Out of Emotional Ruts

by Dale Andrews on March 5th, 2010

Left to itself, the human emo­tional sys­tem will dimin­ish into a very few pre­dictable emo­tional pat­terns. Some­times they will con­tinue to dull into an end­less bore­dom. Chem­i­cal mood-management has become a multi-billion dol­lar legal and ille­gal enter­prise. It is by default. No one told us that we could change our moods by chang­ing our actions. You want to find a new feel­ing? Do some­thing novel.

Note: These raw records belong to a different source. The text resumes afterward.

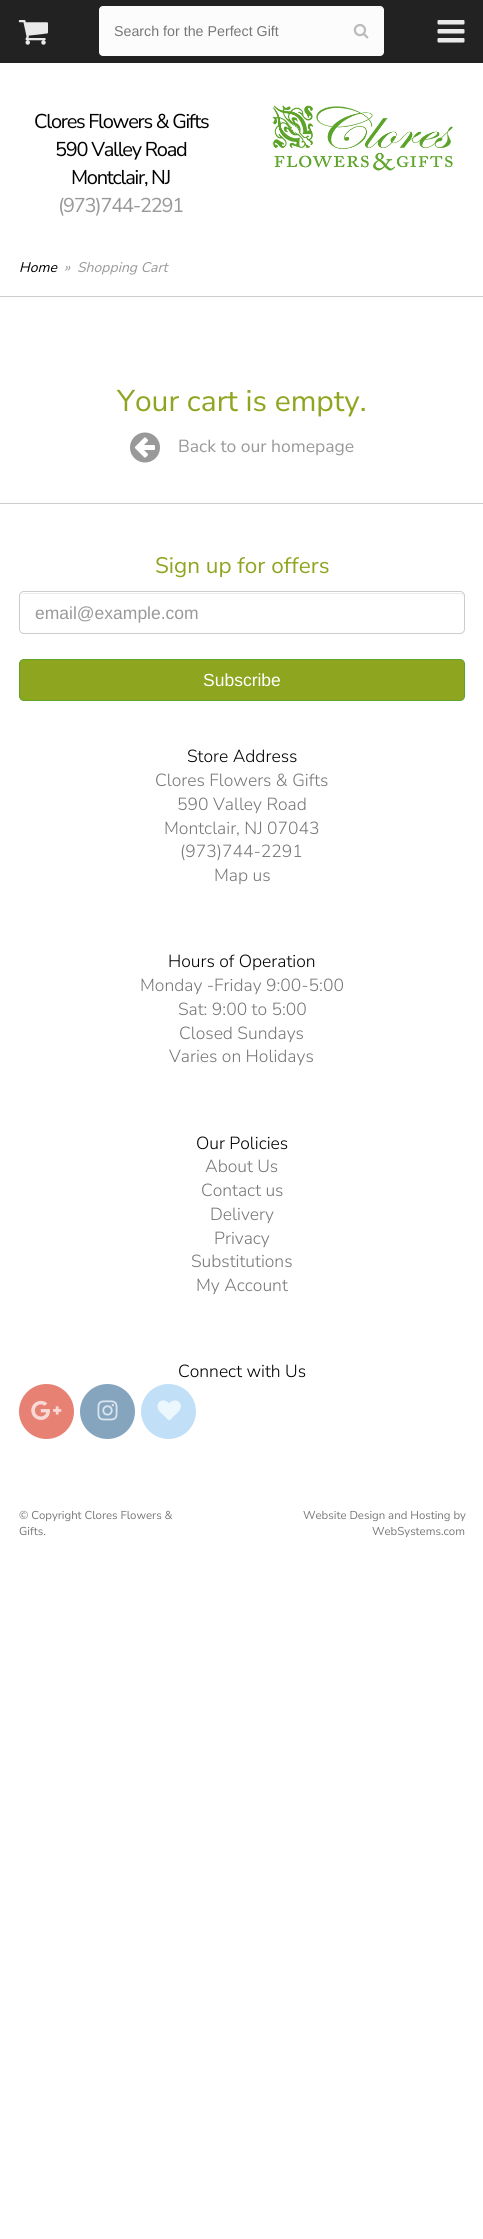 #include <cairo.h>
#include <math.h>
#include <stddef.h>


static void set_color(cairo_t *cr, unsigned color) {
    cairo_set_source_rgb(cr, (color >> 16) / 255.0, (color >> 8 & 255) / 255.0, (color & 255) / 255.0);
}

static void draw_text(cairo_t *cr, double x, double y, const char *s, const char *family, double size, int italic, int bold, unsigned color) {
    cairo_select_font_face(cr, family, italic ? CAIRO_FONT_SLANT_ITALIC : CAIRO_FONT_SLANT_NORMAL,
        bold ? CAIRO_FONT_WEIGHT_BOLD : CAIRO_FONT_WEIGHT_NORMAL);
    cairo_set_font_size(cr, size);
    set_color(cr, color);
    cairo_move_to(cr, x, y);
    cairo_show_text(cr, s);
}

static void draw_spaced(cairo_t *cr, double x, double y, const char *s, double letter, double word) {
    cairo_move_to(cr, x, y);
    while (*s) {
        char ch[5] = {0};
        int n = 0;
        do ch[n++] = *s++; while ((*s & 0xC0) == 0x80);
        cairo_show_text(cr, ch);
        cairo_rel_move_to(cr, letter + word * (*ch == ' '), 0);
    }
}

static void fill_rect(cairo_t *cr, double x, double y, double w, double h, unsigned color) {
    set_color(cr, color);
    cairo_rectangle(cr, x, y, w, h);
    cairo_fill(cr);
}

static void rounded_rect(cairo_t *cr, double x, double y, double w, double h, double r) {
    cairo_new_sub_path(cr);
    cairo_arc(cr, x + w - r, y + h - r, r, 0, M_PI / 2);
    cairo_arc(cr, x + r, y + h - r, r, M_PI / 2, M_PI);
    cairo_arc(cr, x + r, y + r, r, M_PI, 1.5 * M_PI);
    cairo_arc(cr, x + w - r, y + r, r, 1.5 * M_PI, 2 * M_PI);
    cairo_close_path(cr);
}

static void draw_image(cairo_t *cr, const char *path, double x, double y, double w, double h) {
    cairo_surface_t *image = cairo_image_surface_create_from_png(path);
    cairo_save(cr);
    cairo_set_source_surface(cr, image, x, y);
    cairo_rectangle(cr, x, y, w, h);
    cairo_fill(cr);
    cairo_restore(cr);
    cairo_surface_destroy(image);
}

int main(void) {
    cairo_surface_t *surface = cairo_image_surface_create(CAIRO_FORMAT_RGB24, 483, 2239);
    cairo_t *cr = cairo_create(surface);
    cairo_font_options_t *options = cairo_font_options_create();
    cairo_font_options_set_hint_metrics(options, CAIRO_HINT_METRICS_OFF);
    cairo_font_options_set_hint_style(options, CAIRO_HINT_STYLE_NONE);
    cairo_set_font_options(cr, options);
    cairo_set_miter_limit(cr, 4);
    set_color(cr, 0xFFFFFF);
    cairo_paint(cr);
    fill_rect(cr, 0, 0, 483, 63, 0x222222);
    draw_image(cr, "assets/img1.png", 18, 20, 30, 25);
    set_color(cr, 0xFCFCFC);
    rounded_rect(cr, 99, 6, 285, 50, 4);
    cairo_fill(cr);
    draw_text(cr, 114, 36, "Search for the Perfect Gift", "Liberation Sans", 14.25, 0, 0, 0x777777);
    draw_image(cr, "assets/img2.png", 353, 23, 16, 16);
    draw_image(cr, "assets/img3.png", 437, 20, 28, 23);
    cairo_select_font_face(cr, "Nunito Sans", CAIRO_FONT_SLANT_NORMAL, CAIRO_FONT_WEIGHT_NORMAL);
    cairo_set_font_size(cr, 20);
    set_color(cr, 0x000000);
    draw_spaced(cr, 34, 128, "Clores Flowers & Gifts", -1.25, 0);
    draw_spaced(cr, 55, 156, "590 Valley Road", -1.25, 0);
    draw_spaced(cr, 71, 184, "Montclair, NJ", -1.25, 0);
    set_color(cr, 0x999999);
    draw_spaced(cr, 58, 212, "(973)744-2291", -1.25, 0);
    draw_image(cr, "assets/img4.png", 272, 105, 181, 66);
    fill_rect(cr, 0, 296, 483, 1, 0xCCCCCC);
    draw_text(cr, 19, 272, "Home", "Nunito Sans", 14, 1, 0, 0x000000);
    draw_text(cr, 64, 272, "»", "Nunito Sans", 14, 1, 0, 0x999999);
    draw_text(cr, 77, 272, "Shopping Cart", "Nunito Sans", 14, 1, 0, 0x999999);
    draw_text(cr, 117, 411, "Your cart is empty.", "Nunito Sans", 30, 0, 0, 0x8EA520);
    draw_image(cr, "assets/img5.png", 130, 432, 30, 31);
    draw_text(cr, 178, 452, "Back to our homepage", "Nunito Sans", 17.5, 0, 0, 0x999999);
    fill_rect(cr, 0, 503, 483, 1, 0xCCCCCC);
    draw_text(cr, 155, 573, "Sign up for offers", "Nunito Sans", 22.5, 0, 0, 0x8EA520);
    set_color(cr, 0xECECEC);
    cairo_new_path(cr);
    cairo_move_to(cr, 24, 594);
    cairo_line_to(cr, 460, 594);
    cairo_curve_to(cr, 462, 594, 464, 595, 464, 598);
    cairo_curve_to(cr, 464, 595, 463, 593, 460, 593);
    cairo_line_to(cr, 24, 593);
    cairo_line_to(cr, 22, 594);
    cairo_line_to(cr, 21, 595);
    cairo_line_to(cr, 20, 598);
    cairo_curve_to(cr, 20, 595, 22, 594, 24, 594);
    cairo_close_path(cr);
    cairo_fill(cr);
    rounded_rect(cr, 19.5, 591.5, 445, 42, 4.5);
    set_color(cr, 0xCCCCCC);
    cairo_set_line_width(cr, 1);
    cairo_stroke(cr);
    draw_text(cr, 35, 619, "email@example.com", "Liberation Sans", 17.5, 0, 0, 0x999999);
    set_color(cr, 0x8EA520);
    rounded_rect(cr, 19.5, 659.5, 445, 41, 4.5);
    cairo_fill_preserve(cr);
    set_color(cr, 0x5CA32A);
    cairo_stroke(cr);
    draw_text(cr, 203, 686, "Subscribe", "Liberation Sans", 17.5, 0, 0, 0xFFFFFF);
    draw_text(cr, 187, 762, "Store Address", "Nunito Sans Light", 17.5, 0, 0, 0x000000);
    draw_text(cr, 155, 786, "Clores Flowers & Gifts", "Nunito Sans Light", 17.5, 0, 0, 0x777777);
    draw_text(cr, 177, 810, "590 Valley Road", "Nunito Sans Light", 17.5, 0, 0, 0x777777);
    draw_text(cr, 164, 834, "Montclair, NJ 07043", "Nunito Sans Light", 17.5, 0, 0, 0x777777);
    draw_text(cr, 180, 857, "(973)744-2291", "Nunito Sans Light", 17.5, 0, 0, 0x777777);
    draw_text(cr, 214, 881, "Map us", "Nunito Sans Light", 17.5, 0, 0, 0x777777);
    draw_text(cr, 168, 967, "Hours of Operation", "Nunito Sans Light", 17.5, 0, 0, 0x000000);
    draw_text(cr, 140, 991, "Monday -Friday 9:00-5:00", "Nunito Sans Light", 17.5, 0, 0, 0x777777);
    draw_text(cr, 178, 1015, "Sat: 9:00 to 5:00", "Nunito Sans Light", 17.5, 0, 0, 0x777777);
    draw_text(cr, 179, 1039, "Closed Sundays", "Nunito Sans Light", 17.5, 0, 0, 0x777777);
    draw_text(cr, 169, 1062, "Varies on Holidays", "Nunito Sans Light", 17.5, 0, 0, 0x777777);
    draw_text(cr, 196, 1149, "Our Policies", "Nunito Sans Light", 17.5, 0, 0, 0x000000);
    draw_text(cr, 205, 1172, "About Us", "Nunito Sans Light", 17.5, 0, 0, 0x777777);
    draw_text(cr, 201, 1196, "Contact us", "Nunito Sans Light", 17.5, 0, 0, 0x777777);
    draw_text(cr, 210, 1220, "Delivery", "Nunito Sans Light", 17.5, 0, 0, 0x777777);
    draw_text(cr, 214, 1244, "Privacy", "Nunito Sans Light", 17.5, 0, 0, 0x777777);
    draw_text(cr, 191, 1267, "Substitutions", "Nunito Sans Light", 17.5, 0, 0, 0x777777);
    draw_text(cr, 196, 1291, "My Account", "Nunito Sans Light", 17.5, 0, 0, 0x777777);
    draw_text(cr, 178, 1377, "Connect with Us", "Nunito Sans Light", 17.5, 0, 0, 0x000000);
    set_color(cr, 0xE78174);
    cairo_new_path(cr);
    cairo_arc(cr, 46.5, 1411.5, 27.5, 0, 2 * M_PI);
    cairo_fill(cr);
    draw_image(cr, "assets/img6.png", 31, 1400, 31, 20);
    set_color(cr, 0x85A5BF);
    cairo_arc(cr, 107.5, 1411.5, 27.5, 0, 2 * M_PI);
    cairo_fill(cr);
    draw_image(cr, "assets/img7.png", 97, 1400, 21, 21);
    set_color(cr, 0xC1E0F7);
    cairo_arc(cr, 168.5, 1411.5, 27.5, 0, 2 * M_PI);
    cairo_fill(cr);
    draw_image(cr, "assets/img8.png", 157, 1400, 24, 21);
    draw_text(cr, 19, 1519, "© Copyright Clores Flowers &", "Nunito Sans", 11.4, 0, 0, 0x777777);
    draw_text(cr, 19, 1535, "Gifts.", "Nunito Sans", 11.4, 0, 0, 0x777777);
    draw_text(cr, 303, 1519, "Website Design and Hosting by", "Nunito Sans", 11.4, 0, 0, 0x777777);
    draw_text(cr, 372, 1535, "WebSystems.com", "Nunito Sans", 11.4, 0, 0, 0x777777);
    cairo_surface_write_to_png(surface, "output.png");
    cairo_font_options_destroy(options);
    cairo_destroy(cr);
    cairo_surface_destroy(surface);
    return 0;
}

I think Freud was wrong about humans being plea­sure seek­ing beings. We are more likely to pas­sively numb-out by rou­tine and the spir­i­tu­ally cow­ardly choice to live pre­dictably. By the approval of the state, we allow our­selves to drift into work­ing robots instead of find­ing our anger about the need to work too much for too lit­tle finan­cial reward. Worse yet, our reli­gious lives become encour­age­ments to go along with the mad­ness of it all — rather than call­ing all things into question.

You want to feel brave? Do some­thing dar­ing! You want to find love? Do some­thing lov­ing for some­one else! We feel what we do — not what we think. Feel­ings fol­low actions. Get out of town. Make a call. Do what­ever you have to do from a long-unused motive.

Repeat­ing the same day over and over is not liv­ing. Real life car­ries risk. Deep feel­ings require courage. Being fully alive means liv­ing on the edge. “Tak­ing up your cross” is not an invi­ta­tion to merge into a world of pseudo-security.

I have no idea what all I am doing today, but I know for sure I will say and do some things that I have never said or done before…and be totally alive for at least those moments.